We stage that file as hosttype/access.cf, then let the top-level platform recipe create the final one. That hook allows some last-minute custom configurations made on each host, given markup in Makefile.host to pick the correct recipe.

From the build class of the host

Very much like the logic to pick access.cf, but in this case we build class/class.cf. The top-level platform recipe doesn't (presently) filter this file, but it could with some extra markup.

From a list of desired services

Here is some greater power. Each host has an attribute named "SERVICE" which is a space-separated list of the services we need to support on the host. This attribute can sometimes be set for whole groups of hosts, and sometimes is set per-host in the configuration file.

In either case we extract the list of services from that macro with this m4 markup:

ifdef(`SERVICE',`SERVTOCF(translit(SERVICE,` ',`,')))

The SERVTOCF function maps a list of services to the files under the service directory:

define(SERVTOCF,`ifelse($1,`',`',`service/$1.cf' `SERVTOCF(shift($@))')')dnl

For a list of services "apache tcpmux radius" that produces "service/apache.cf service/tcmpux.cf service/radius.cf". We used the translit to build a list to shift, the empty list produces nothing, lists with at least 1 element produce that element as a path followed by the service list of the rest of the elements. That makes m4 a lot like LISP.

With that mapping taken care of we are good to go as long as every service we need has a file that describes the rules. If we don't then make will tell us it doesn't know how to build it, or install will choke on the missing file.

From run-time decisions made on the host

In the last section we installed the rules for a service with no evidence that the service was installed or running on the target host. Sometimes we need the rule to start the service, or worse to install the service itself -- that's why we must believe the attribute macro in the configuration files.

In this case we don't just believe the configuration file: we check for some condition at run-time.
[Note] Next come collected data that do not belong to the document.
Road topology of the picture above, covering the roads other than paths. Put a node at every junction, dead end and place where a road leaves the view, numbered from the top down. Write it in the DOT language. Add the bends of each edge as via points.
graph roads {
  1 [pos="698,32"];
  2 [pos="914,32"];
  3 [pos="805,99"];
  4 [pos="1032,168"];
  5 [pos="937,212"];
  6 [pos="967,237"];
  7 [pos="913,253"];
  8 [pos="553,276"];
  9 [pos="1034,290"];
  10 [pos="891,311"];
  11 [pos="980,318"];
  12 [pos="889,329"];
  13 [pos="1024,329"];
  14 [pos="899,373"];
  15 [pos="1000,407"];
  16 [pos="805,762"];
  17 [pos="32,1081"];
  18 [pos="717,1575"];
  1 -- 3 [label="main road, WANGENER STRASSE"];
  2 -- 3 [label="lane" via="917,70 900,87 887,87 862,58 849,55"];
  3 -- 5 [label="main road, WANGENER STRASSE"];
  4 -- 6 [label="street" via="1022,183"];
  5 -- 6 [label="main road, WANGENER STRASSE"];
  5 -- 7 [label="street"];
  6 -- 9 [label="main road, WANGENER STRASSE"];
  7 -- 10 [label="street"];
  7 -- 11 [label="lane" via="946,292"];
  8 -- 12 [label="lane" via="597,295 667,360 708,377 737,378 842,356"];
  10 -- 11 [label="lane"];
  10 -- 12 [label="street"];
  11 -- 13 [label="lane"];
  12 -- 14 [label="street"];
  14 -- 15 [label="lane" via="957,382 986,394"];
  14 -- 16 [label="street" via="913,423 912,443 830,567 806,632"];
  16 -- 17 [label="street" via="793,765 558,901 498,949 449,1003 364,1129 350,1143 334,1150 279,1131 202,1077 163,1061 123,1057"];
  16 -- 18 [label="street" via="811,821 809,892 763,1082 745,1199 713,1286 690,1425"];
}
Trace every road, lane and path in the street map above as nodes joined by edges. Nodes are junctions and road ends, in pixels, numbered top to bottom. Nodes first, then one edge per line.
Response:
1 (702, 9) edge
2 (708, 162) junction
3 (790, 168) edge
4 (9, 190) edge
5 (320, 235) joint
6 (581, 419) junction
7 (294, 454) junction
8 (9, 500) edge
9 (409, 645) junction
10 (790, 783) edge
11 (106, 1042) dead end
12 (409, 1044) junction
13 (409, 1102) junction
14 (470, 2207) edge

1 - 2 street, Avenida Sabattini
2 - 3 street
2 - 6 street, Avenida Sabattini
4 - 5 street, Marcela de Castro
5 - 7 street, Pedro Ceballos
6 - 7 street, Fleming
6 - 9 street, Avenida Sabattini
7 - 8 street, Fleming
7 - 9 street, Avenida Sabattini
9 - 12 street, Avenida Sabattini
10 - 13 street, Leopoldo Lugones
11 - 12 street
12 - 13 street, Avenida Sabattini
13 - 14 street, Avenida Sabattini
There is a whole HTML document on just that topic, so I won't repeat it all here.

Follow-up scripts to support the rules above

While op allows in-line scripts, it is not great form to embed lots of logic in the rule-base. It is much better to install a script with the right permissions in a standard place where we can keep track of them, audit them separately, and reuse them. See some notes on that.

In this version of the install script we install every support script on every machine: we really don't need to do that. We should look for the full path to each script in the recently installed rule-base, if it doesn't exist we can never call it so we shouldn't install it. See the HTML notes about coding and installation of these scripts.

This would force some rules to include a comment with the path to any libexec script they call through a variable or via $PATH. Then again they mustn't trust the Customer's path, and shouldn't be doing anything too clever in the rule-base. We'd also have to to install any script called from another, which is why I didn't write a spell to try it. (I believe an oue instance to filter those installed and some clever sed would get it all in a few passes, even.)

This will be upgraded to a better structure in the next release.